About this exercise - Copy nothing but the text: repeat each entry exactly and drop the images.

-=-=-

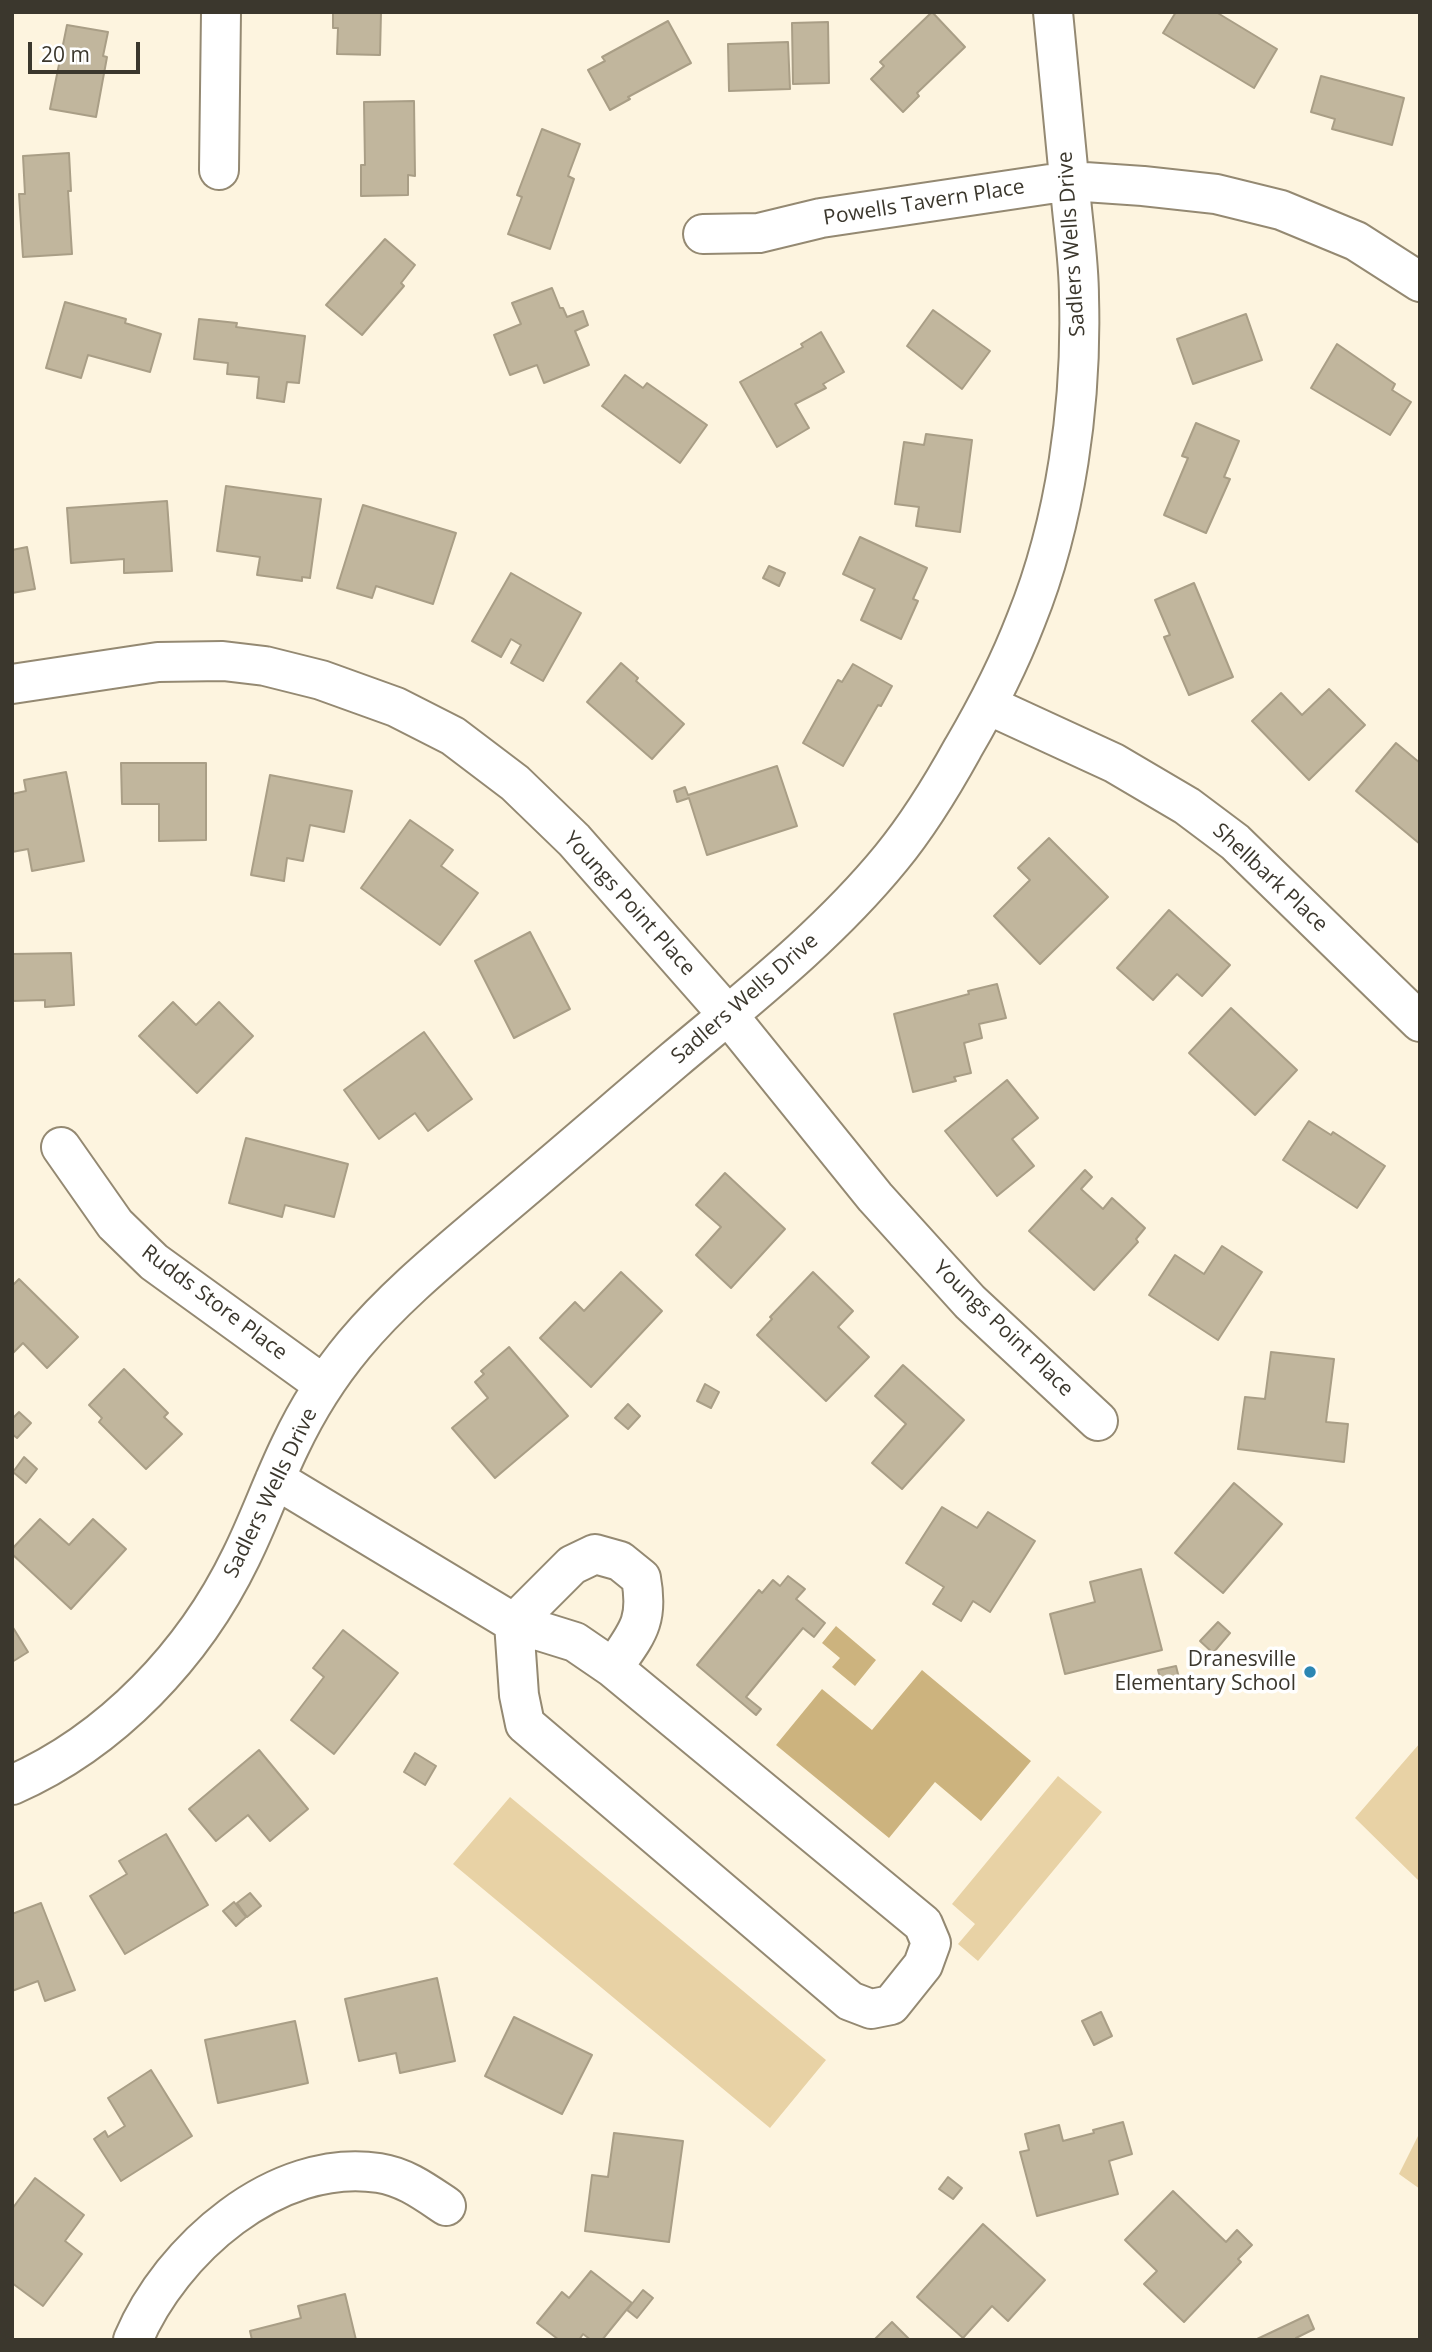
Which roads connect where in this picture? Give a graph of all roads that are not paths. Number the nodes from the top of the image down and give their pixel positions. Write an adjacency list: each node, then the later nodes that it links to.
1 (221, 12): 3 (street)
2 (1053, 12): 4 (street, Sadlers Wells Drive)
3 (219, 170)
4 (1070, 181): 5 (street, Powells Tavern Place); 6 (street, Powells Tavern Place); 8 (street, Sadlers Wells Drive)
5 (703, 234)
6 (1420, 282)
7 (12, 684): 9 (street, Youngs Point Place)
8 (988, 705): 9 (street, Sadlers Wells Drive); 10 (street, Shellbark Place)
9 (728, 1015): 12 (street, Sadlers Wells Drive); 13 (street, Youngs Point Place)
10 (1420, 1022)
11 (61, 1147): 12 (street, Rudds Store Place)
12 (324, 1385): 14 (street, Sadlers Wells Drive)
13 (1098, 1421)
14 (275, 1479): 15 (street); 17 (street, Sadlers Wells Drive)
15 (514, 1623): 16 (street); 16 (street); 16 (street)
16 (613, 1668)
17 (12, 1786)
18 (446, 2206): 19 (street)
19 (133, 2340)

-=-=-

Output -
Which roads connect where in this picture? Give a graph of all roads that are not paths. Number the nodes from the top of the image down and give their pixel positions. Write an adjacency list: each node, then the later nodes that it links to.
1 (221, 12): 3 (street)
2 (1053, 12): 4 (street, Sadlers Wells Drive)
3 (219, 170)
4 (1070, 181): 5 (street, Powells Tavern Place); 6 (street, Powells Tavern Place); 8 (street, Sadlers Wells Drive)
5 (703, 234)
6 (1420, 282)
7 (12, 684): 9 (street, Youngs Point Place)
8 (988, 705): 9 (street, Sadlers Wells Drive); 10 (street, Shellbark Place)
9 (728, 1015): 12 (street, Sadlers Wells Drive); 13 (street, Youngs Point Place)
10 (1420, 1022)
11 (61, 1147): 12 (street, Rudds Store Place)
12 (324, 1385): 14 (street, Sadlers Wells Drive)
13 (1098, 1421)
14 (275, 1479): 15 (street); 17 (street, Sadlers Wells Drive)
15 (514, 1623): 16 (street); 16 (street); 16 (street)
16 (613, 1668)
17 (12, 1786)
18 (446, 2206): 19 (street)
19 (133, 2340)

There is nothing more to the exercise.